Much is rightly made of upskilling and reskilling in the context of the rapidly changing – and, indeed, disrupted – terrain of the professional workforce. Much change is also desperately required closer to the ‘source’ that leads up the knowledge and skill chain. The National Curriculum Framework for School Education (NCFSE), released last week, understands this. As one of four curriculum frameworks, it proposes a broad structure of school education that is fit for purpose for a rapidly growing and emerging India. Innovation and openness are central pillars of this blueprint – giving equal status to all subjects and learning domains, integrating vocational education. The shift away from a siloed, information-heavy approach to learning is much welcome. How this will be enabled will be its true test.

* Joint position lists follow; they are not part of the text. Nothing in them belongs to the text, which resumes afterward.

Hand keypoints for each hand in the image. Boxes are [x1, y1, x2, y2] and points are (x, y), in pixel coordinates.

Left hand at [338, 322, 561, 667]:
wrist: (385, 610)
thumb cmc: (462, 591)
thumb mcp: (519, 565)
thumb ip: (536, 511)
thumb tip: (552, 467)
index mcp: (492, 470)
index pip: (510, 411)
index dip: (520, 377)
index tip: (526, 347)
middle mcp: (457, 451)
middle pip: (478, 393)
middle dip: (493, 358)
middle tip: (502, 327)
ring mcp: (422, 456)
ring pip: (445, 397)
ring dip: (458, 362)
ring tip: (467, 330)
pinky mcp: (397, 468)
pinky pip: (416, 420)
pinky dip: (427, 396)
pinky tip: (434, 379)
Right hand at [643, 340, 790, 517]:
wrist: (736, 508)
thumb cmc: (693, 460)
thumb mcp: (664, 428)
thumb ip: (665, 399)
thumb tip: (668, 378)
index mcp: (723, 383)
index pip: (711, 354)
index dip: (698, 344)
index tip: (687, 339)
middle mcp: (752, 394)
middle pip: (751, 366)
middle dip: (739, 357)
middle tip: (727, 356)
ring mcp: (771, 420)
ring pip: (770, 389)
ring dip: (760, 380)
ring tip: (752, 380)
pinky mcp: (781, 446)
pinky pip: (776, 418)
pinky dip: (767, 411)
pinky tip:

NCFSE is purportedly designed with the teacher at its centre. This certainly makes sense, since a large proportion of India’s school-going population relies heavily on teachers, both qualitatively and quantitatively, to gain from attending classrooms. NCFSE builds on earlier iterations, moving towards a semester-based system, blurring of ‘hard’ choices between streams (science, commerce, arts) and dismantling embedded hierarchies of disciplines regardless of academic or vocational education. The recommendation of a biannual Board exam will help de-stress learning.

There are real challenges that the NCF proposes to tackle – translating the intent of creating a system of openness, inclusivity, confidence and innovation into a real knowledge economy. Arguably, the most crucial challenge will be creating a body of educators that can transform NCF into reality. Here again, the framework for imparting teacher education will be vital.